Problem description:
An exact transcription of all the entries below is required.

The data:
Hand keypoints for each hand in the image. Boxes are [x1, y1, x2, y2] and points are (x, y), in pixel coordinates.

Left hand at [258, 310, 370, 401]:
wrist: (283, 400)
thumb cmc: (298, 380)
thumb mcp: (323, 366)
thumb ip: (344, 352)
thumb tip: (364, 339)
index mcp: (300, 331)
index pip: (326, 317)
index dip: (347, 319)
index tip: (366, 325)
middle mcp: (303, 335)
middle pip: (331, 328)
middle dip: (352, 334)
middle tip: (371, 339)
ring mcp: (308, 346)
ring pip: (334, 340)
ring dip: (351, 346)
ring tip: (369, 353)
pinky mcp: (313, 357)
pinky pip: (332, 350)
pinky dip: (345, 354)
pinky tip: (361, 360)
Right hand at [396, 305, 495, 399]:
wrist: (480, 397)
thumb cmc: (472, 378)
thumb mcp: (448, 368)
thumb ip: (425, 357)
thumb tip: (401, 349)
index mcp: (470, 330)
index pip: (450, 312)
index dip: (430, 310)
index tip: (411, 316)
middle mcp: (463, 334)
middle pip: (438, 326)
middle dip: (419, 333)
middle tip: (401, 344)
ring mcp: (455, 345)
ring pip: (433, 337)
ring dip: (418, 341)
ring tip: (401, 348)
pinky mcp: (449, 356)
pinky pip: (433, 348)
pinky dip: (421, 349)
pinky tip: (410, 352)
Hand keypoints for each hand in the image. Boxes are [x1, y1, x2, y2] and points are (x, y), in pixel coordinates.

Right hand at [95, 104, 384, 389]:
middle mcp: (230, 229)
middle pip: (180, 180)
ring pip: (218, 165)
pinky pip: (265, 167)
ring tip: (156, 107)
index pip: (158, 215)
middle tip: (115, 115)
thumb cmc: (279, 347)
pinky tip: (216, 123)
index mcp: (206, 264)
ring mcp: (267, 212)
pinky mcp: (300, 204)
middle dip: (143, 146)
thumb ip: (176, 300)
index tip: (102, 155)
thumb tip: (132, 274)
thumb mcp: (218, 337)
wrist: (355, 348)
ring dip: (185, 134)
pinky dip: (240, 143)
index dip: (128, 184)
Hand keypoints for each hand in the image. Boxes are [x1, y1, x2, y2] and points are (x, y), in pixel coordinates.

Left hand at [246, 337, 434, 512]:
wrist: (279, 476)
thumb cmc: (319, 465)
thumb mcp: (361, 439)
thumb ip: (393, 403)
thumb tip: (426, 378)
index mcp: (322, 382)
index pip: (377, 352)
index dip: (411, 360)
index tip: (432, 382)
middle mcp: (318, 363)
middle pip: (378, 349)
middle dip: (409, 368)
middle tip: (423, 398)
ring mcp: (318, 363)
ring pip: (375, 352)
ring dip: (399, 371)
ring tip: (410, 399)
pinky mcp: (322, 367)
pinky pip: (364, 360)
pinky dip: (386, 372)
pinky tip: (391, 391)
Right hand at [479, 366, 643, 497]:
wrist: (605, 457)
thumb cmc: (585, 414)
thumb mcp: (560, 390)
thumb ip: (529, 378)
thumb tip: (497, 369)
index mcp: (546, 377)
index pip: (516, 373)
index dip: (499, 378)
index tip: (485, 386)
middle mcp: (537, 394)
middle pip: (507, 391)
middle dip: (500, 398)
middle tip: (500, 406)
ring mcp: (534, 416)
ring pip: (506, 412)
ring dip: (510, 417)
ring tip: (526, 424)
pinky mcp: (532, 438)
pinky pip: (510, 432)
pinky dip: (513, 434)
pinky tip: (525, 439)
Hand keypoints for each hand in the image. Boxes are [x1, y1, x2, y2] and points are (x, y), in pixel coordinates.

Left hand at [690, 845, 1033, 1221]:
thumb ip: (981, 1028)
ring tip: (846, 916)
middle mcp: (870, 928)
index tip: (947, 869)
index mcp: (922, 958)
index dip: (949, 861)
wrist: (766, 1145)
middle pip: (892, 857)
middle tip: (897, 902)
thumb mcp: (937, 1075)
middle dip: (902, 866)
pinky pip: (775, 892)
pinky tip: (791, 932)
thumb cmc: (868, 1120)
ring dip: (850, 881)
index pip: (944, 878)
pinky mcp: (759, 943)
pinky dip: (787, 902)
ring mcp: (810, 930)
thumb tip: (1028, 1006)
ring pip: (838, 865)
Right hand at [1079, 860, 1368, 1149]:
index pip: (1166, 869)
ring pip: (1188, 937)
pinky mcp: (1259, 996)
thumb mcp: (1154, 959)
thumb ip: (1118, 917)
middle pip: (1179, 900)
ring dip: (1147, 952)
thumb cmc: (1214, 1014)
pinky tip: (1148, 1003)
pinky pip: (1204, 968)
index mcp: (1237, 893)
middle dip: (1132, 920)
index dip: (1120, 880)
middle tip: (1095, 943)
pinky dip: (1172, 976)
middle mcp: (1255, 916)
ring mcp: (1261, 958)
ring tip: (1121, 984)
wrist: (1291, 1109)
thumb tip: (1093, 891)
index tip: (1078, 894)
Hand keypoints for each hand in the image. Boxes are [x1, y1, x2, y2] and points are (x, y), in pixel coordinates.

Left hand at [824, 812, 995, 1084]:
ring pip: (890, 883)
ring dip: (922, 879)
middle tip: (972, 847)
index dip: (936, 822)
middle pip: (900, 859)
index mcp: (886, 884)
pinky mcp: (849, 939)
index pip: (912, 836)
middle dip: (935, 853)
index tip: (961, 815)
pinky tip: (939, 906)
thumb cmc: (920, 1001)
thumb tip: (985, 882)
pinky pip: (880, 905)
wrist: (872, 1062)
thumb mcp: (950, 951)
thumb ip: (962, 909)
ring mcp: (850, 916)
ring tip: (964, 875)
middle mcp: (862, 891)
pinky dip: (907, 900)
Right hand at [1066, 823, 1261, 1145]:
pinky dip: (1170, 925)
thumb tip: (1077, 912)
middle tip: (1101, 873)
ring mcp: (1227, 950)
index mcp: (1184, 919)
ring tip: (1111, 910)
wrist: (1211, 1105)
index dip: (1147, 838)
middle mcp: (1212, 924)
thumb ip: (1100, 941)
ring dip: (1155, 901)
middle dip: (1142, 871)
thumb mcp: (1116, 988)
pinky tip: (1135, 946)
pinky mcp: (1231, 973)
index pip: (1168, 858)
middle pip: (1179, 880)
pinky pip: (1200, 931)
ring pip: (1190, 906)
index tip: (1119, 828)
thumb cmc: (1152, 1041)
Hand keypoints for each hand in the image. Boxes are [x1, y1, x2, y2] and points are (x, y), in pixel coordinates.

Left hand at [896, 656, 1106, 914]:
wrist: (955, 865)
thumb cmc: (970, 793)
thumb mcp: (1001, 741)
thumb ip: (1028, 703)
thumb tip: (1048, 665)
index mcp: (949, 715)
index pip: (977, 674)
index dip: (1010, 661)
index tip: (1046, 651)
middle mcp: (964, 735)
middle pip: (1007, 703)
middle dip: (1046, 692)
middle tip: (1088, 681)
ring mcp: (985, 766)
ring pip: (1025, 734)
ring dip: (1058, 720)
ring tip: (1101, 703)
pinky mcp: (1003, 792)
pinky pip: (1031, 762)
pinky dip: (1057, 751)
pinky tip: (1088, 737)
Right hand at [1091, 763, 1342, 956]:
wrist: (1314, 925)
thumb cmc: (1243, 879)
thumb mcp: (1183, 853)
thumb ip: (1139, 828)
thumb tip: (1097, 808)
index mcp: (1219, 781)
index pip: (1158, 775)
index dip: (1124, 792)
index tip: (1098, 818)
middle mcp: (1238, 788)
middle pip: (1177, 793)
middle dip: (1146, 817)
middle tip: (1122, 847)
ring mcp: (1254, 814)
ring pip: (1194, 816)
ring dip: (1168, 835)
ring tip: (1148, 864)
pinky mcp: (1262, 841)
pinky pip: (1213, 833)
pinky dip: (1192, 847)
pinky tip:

Answer to this problem:
Hand keypoints for each hand in the image. Boxes are [x1, y1, x2, y2] and points are (x, y), in pixel coordinates.

Left hand at [258, 310, 370, 401]:
wrist: (283, 400)
thumb cmc: (298, 380)
thumb mcp: (323, 366)
thumb ip: (344, 352)
thumb tip: (364, 339)
index mcp: (300, 331)
index pip: (326, 317)
index dip: (347, 319)
index tip: (366, 325)
middle mcp: (303, 335)
middle pip: (331, 328)
middle dip: (352, 334)
middle tip: (371, 339)
ring mcp: (308, 346)
ring pip: (334, 340)
ring dip: (351, 346)
ring tip: (369, 353)
pinky mcp: (313, 357)
pinky pip: (332, 350)
pinky dip: (345, 354)
pinky tip: (361, 360)
Right hand at [396, 305, 495, 399]:
wrist: (480, 397)
thumb cmc: (472, 378)
thumb mcp: (448, 368)
thumb ip: (425, 357)
thumb tip: (401, 349)
index mcp: (470, 330)
index pip: (450, 312)
index dip: (430, 310)
index tip: (411, 316)
middle mcp: (463, 334)
middle pip: (438, 326)
middle dip: (419, 333)
middle tip: (401, 344)
ring mcp: (455, 345)
ring pip: (433, 337)
ring dip: (418, 341)
ring tip: (401, 348)
pinky mcp: (449, 356)
pinky pip: (433, 348)
pinky dip: (421, 349)
pinky tip: (410, 352)
Hand keypoints for each hand in the image. Boxes are [x1, y1, x2, y2] and points are (x, y), in pixel coordinates.

Right hand at [95, 104, 384, 389]:
middle mcp: (230, 229)
middle pip: (180, 180)
ring pip: (218, 165)
pinky pip: (265, 167)
ring tip: (156, 107)
index pip: (158, 215)
middle tip: (115, 115)
thumb cmc: (279, 347)
pinky tip: (216, 123)
index mcp: (206, 264)
ring mcp: (267, 212)
pinky mcp: (300, 204)
middle dip: (143, 146)
thumb ip: (176, 300)
index tip: (102, 155)
thumb tip: (132, 274)
thumb mcp: (218, 337)
wrist: (355, 348)
ring dip: (185, 134)
pinky dip: (240, 143)
index dip: (128, 184)
Hand keypoints for each hand in the image. Boxes are [x1, y1, x2, y2] and points are (x, y), in pixel coordinates.

Left hand at [246, 337, 434, 512]:
wrist: (279, 476)
thumb cmc: (319, 465)
thumb mcp: (361, 439)
thumb ip: (393, 403)
thumb tip: (426, 378)
index mcp: (322, 382)
index pip: (377, 352)
index dip: (411, 360)
index tip: (432, 382)
middle mcp: (318, 363)
middle pip: (378, 349)
middle dip: (409, 368)
middle tip: (423, 398)
ring mcp: (318, 363)
ring pip: (375, 352)
ring dip: (399, 371)
ring tip: (410, 399)
pinky mcp: (322, 367)
pinky pip: (364, 360)
pinky dip: (386, 372)
pinky tip: (391, 391)
Right hand at [479, 366, 643, 497]:
wrist: (605, 457)
thumb cmc: (585, 414)
thumb mcp: (560, 390)
thumb ip: (529, 378)
thumb tip: (497, 369)
index mcp: (546, 377)
index pip: (516, 373)
index dip: (499, 378)
index tip: (485, 386)
middle mcp: (537, 394)
middle pip: (507, 391)
middle dip: (500, 398)
middle tip: (500, 406)
ring mcp: (534, 416)
ring pip: (506, 412)
ring dip: (510, 417)
ring tip: (526, 424)
pinky mcp: (532, 438)
pinky pip: (510, 432)
pinky dip: (513, 434)
pinky tip: (525, 439)
Hand keypoints for each hand in the image. Boxes are [x1, y1, x2, y2] and points are (x, y), in pixel coordinates.

Left hand at [690, 845, 1033, 1221]:
thumb ip: (981, 1028)
ring tip: (846, 916)
middle mcp: (870, 928)
index tip: (947, 869)
index mcp: (922, 958)
index dip: (949, 861)
wrist: (766, 1145)
middle pip: (892, 857)
middle tip: (897, 902)
thumb mcp: (937, 1075)
middle dip: (902, 866)
pinky pip: (775, 892)
pinky tip: (791, 932)
thumb cmc: (868, 1120)
ring dip: (850, 881)
index pip: (944, 878)
pinky mcp: (759, 943)
pinky dip: (787, 902)
ring mcp: (810, 930)
thumb tip: (1028, 1006)
ring pip: (838, 865)
Right hand at [1079, 860, 1368, 1149]:
index pip: (1166, 869)
ring pip: (1188, 937)
pinky mcp: (1259, 996)
thumb mcp: (1154, 959)
thumb ip: (1118, 917)
middle pip: (1179, 900)
ring dip: (1147, 952)
thumb cmc: (1214, 1014)
pinky tip: (1148, 1003)
pinky pip: (1204, 968)
index mcp: (1237, 893)
middle dip: (1132, 920)
index dip: (1120, 880)
middle tip: (1095, 943)
pinky dip: (1172, 976)
middle mcp: (1255, 916)
ring mcp: (1261, 958)
ring tip: (1121, 984)
wrist: (1291, 1109)
thumb tip: (1093, 891)
index tip: (1078, 894)
Hand keypoints for each hand in the image. Boxes are [x1, y1, x2, y2] and points are (x, y), in pixel coordinates.

Left hand at [824, 812, 995, 1084]:
ring pip: (890, 883)
ring dip: (922, 879)
middle tip: (972, 847)
index dip: (936, 822)
middle pip: (900, 859)
index mcp: (886, 884)
pinky mcp: (849, 939)
index pip: (912, 836)
middle dip: (935, 853)
index tip: (961, 815)
pinky tip: (939, 906)
thumb cmc: (920, 1001)
thumb tip: (985, 882)
pinky pip: (880, 905)
wrist: (872, 1062)
thumb mcp: (950, 951)
thumb ip: (962, 909)
ring mcp: (850, 916)
ring tip: (964, 875)
middle mcp: (862, 891)
pinky dip: (907, 900)
Right hand at [1066, 823, 1261, 1145]:
pinky dip: (1170, 925)
thumb tip: (1077, 912)
middle tip: (1101, 873)
ring mcp: (1227, 950)
index mcp: (1184, 919)
ring tip: (1111, 910)
wrist: (1211, 1105)
index dip: (1147, 838)
middle mcp: (1212, 924)
thumb ip: (1100, 941)
ring dip: (1155, 901)
middle dip: (1142, 871)
thumb mcp: (1116, 988)
pinky tip: (1135, 946)
pinky mcp: (1231, 973)
index pip: (1168, 858)
middle pip: (1179, 880)
pinky pip: (1200, 931)
ring pip: (1190, 906)
index tip: (1119, 828)
thumb cmc: (1152, 1041)
Hand keypoints for each hand in the image. Boxes are [x1, y1, x2, y2] and points are (x, y), in pixel coordinates.

Left hand at [896, 656, 1106, 914]:
wrist: (955, 865)
thumb cmc: (970, 793)
thumb mcp: (1001, 741)
thumb ip: (1028, 703)
thumb tip: (1048, 665)
index mcp: (949, 715)
index pip: (977, 674)
index dip: (1010, 661)
index tip: (1046, 651)
middle mcp: (964, 735)
middle pip: (1007, 703)
middle dip: (1046, 692)
middle tip: (1088, 681)
ring mcp: (985, 766)
ring pip: (1025, 734)
ring dip: (1058, 720)
ring tip: (1101, 703)
pinky mcp: (1003, 792)
pinky pip: (1031, 762)
pinky dip: (1057, 751)
pinky tip: (1088, 737)
Right hand at [1091, 763, 1342, 956]:
wrist: (1314, 925)
thumb cmc: (1243, 879)
thumb mcp: (1183, 853)
thumb ip: (1139, 828)
thumb tip: (1097, 808)
index mcp: (1219, 781)
index pip: (1158, 775)
index dip: (1124, 792)
index tip: (1098, 818)
middle mcp: (1238, 788)
middle pip: (1177, 793)
middle dip: (1146, 817)
middle tip: (1122, 847)
ring mcp: (1254, 814)
ring pip: (1194, 816)
ring dip: (1168, 835)
ring tip: (1148, 864)
pinky mcp: (1262, 841)
pinky pip: (1213, 833)
pinky dip: (1192, 847)
pinky tip:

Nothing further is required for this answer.